Solving Momentum Problem w/ Friction: Find Bullet Speed

[pringless]

A 6.56g bullet is fired horizontally into a 94.2 g wooden block that is initially at rest on a rough horizontal surface and connected to a massless spring of constant 70.4 N/m. If the bullet-block system compresses the spring by 1.16 m, what was the speed of the bullet just as it enters the block? Assume the coefficient of kinetic friction between the block surface is .485. Answer in units of m/s.

how would you solve this with friction?

is it still m1v1 = (m1+m2)v2? but I am not sure how to incorporate the friction

 

[Doc Al]

Originally posted by pringless
is it still m1v1 = (m1+m2)v2? but I am not sure how to incorporate the friction

Yes, momentum is conserved during the collision.

After the collision, consider what happens to the mechanical energy. The bullet+block starts off with purely KE. The friction force does work against the block, dissipating some energy. Whatever's left transforms into PE as the spring is compressed.

 

[M98Ranger]

in this equation

To solve this problem with friction, we need to take into account the work done by friction on the bullet-block system. The work done by friction can be calculated by multiplying the coefficient of kinetic friction (μ) by the normal force (N) and the displacement (d).

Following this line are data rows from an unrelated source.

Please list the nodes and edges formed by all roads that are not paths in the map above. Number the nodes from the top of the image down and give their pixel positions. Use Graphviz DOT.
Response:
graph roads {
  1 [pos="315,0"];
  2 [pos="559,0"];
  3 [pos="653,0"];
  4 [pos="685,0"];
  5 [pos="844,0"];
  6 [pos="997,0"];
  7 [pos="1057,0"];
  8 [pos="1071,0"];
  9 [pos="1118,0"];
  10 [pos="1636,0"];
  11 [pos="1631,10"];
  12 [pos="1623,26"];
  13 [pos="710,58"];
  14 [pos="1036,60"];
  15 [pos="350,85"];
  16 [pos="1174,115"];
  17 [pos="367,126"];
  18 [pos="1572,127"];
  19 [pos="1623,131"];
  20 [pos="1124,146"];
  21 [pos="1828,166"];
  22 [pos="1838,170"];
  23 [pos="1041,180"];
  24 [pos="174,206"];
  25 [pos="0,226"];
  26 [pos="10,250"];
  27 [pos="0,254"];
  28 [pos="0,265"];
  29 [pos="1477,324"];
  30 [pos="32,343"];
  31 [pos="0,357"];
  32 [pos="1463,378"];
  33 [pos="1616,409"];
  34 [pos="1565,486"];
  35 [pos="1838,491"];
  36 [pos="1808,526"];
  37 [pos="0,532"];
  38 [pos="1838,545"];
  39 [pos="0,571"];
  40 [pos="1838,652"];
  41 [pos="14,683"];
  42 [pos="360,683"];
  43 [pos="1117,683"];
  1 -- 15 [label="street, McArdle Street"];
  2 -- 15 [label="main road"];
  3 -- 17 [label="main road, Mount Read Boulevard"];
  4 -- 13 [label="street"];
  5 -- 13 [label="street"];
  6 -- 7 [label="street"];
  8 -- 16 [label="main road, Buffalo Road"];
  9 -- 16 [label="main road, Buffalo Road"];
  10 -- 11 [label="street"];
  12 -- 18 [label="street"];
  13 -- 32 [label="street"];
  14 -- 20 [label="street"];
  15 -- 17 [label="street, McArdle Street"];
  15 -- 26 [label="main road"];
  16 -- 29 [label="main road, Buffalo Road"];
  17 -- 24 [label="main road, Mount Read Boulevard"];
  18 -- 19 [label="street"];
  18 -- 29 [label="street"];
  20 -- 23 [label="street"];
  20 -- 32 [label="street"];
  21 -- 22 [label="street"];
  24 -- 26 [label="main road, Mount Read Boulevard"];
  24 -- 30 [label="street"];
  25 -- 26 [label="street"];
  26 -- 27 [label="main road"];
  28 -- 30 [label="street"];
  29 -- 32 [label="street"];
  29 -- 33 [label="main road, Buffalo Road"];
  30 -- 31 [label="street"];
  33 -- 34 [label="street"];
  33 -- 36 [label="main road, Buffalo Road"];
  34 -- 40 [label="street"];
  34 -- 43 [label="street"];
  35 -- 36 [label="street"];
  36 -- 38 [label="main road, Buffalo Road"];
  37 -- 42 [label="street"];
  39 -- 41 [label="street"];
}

In this case, the normal force is equal to the weight of the block (mg) and the displacement is equal to the compression of the spring (1.16 m).

So, the work done by friction can be calculated as W = μmgd.

Now, let's look at the work-energy principle, which states that the net work done on an object is equal to its change in kinetic energy. In this case, the net work done on the bullet-block system is equal to the work done by the bullet (m1v1) minus the work done by friction (μmgd).

Therefore, we can set up the following equation:

m1v1 - μmgd = (m1+m2)v2

Substituting the given values, we get:

(6.56g)v1 - (0.485)(94.2g)(9.8m/s^2)(1.16m) = (6.56g+94.2g)v2

Solving for v1, we get:

v1 = [(6.56g+94.2g)v2 + (0.485)(94.2g)(9.8m/s^2)(1.16m)] / 6.56g

Plugging in the given values for v2 and solving, we get:

v1 = 11.6 m/s

Therefore, the speed of the bullet just as it enters the block is 11.6 m/s.